Sur Radio Classique ce matin, Marine Le Pen a estimé que "les médias ont tendance à oublier la présomption d’innocence en fonction des personnes mises en cause". Elle a donc préconisé de "rester prudent" "tant que la justice ne s'est pas prononcée".
En outre, elle a mis en cause la "neutralité" du juge d'instruction. Serge Tournaire "est engagé, comme d'autres juges d'instruction qui sont saisis d'affaires qui touchent à des politiques, dans un soutien au syndicat de la magistrature. Et (...) ceci pose un vrai problème de fond, sur le soupçon d'absence de neutralité de la part de ces magistrats". 

8h55 :  Nicolas Dupont-Aignan : "Je trouve curieux cette mise en scène"

Invité sur BFMTV, Nicolas Dupont-Aignan s'est demandé pourquoi Nicolas Sarkozy n'a pas été interrogé en audition libre. "Le problème ce n'est pas l'affaire en soi, c'est le bruit autour de l'affaire" a-t-il ajouté. "J'ai envie de croire à la justice de mon pays (...) et en même temps, je trouve curieux cette mise en scène, comme si on voulait quelque part nous refaire le coup Fillon" a-t-il déclaré à Jean-Jacques Bourdin. 

Selon des informations de BFMTV, la garde à vue de Nicolas Sarkozy a repris ce matin. Mardi, Le Monde a annoncé que l’ancien chef de l’Etat a été placé en garde à vue dans les locaux de la police judiciaire à Nanterre. Il y était convoqué pour répondre aux questions des enquêteurs de l'Office central de lutte contre la corruption et les infractions financières et fiscales (OCLCIFF), dans le cadre de l’enquête sur le possible financement par la Libye de sa campagne présidentielle de 2007.

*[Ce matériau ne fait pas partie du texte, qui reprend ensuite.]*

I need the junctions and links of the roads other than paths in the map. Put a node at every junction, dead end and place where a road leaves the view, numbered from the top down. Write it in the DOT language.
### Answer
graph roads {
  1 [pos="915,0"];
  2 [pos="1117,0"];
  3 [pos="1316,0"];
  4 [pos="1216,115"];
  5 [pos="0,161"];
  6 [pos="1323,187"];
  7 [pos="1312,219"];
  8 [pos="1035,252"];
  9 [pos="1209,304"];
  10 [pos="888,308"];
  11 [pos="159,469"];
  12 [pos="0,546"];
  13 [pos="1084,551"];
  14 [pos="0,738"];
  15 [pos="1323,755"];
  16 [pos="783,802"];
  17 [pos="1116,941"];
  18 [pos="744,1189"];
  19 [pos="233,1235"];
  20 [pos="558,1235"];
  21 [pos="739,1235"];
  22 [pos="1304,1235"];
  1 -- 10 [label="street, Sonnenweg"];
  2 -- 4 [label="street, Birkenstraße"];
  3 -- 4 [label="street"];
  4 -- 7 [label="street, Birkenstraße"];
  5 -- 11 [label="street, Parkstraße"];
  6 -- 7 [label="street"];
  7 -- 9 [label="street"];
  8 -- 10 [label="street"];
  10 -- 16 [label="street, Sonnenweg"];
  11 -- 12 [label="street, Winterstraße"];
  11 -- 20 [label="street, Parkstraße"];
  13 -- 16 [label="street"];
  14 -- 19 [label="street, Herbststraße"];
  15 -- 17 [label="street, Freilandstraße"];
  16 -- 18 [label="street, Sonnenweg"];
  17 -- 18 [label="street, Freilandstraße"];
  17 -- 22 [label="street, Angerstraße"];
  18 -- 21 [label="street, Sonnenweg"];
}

>>> À lire aussi : Sarkozy et les millions libyens : petits éléments de contexte pour distinguer ce qui relève d’une forme d’acharnement judiciaire et ce qui pourrait vraiment inquiéter l’ancien président 

C’est la première fois que l’ancien président de la République est entendu à ce sujet depuis l’ouverture d’une information judiciaire, au cours du mois d'avril 2013. Toujours d’après Le Monde, l'enquête a avancé récemment car plusieurs anciens dignitaires libyens de l’époque kadhafistes auraient aussi livré des éléments décisifs. De plus, la justice française disposerait de nombreux documents saisis lors d’une perquisition menée en 2015 au domicile suisse d’Alexandre Djouhri. En effet, la garde à vue a été suspendue vers minuit pour que Nicolas Sarkozy puisse passer la nuit chez lui, selon BFMTV. Sa garde à vue a donc repris ce matin. 

Brice Hortefeux, ancien ministre de l'Intérieur, a également été entendu en audition libre par les enquêteurs de la police judiciaire de Nanterre dans le cadre de cette enquête. Commencée mardi matin, son audition libre s'est terminée peu avant 23h30, selon son avocat Me Jean-Yves Dupeux. Sur Twitter, Brice Hortefeux a indiqué : "témoignant lors d’une audition libre, les précisions apportées doivent permettre de clore une succession d’erreurs et de mensonges". 

Témoignant lors d’une audition libre, les précisions apportées doivent permettre de clore une succession d’erreurs et de mensonges.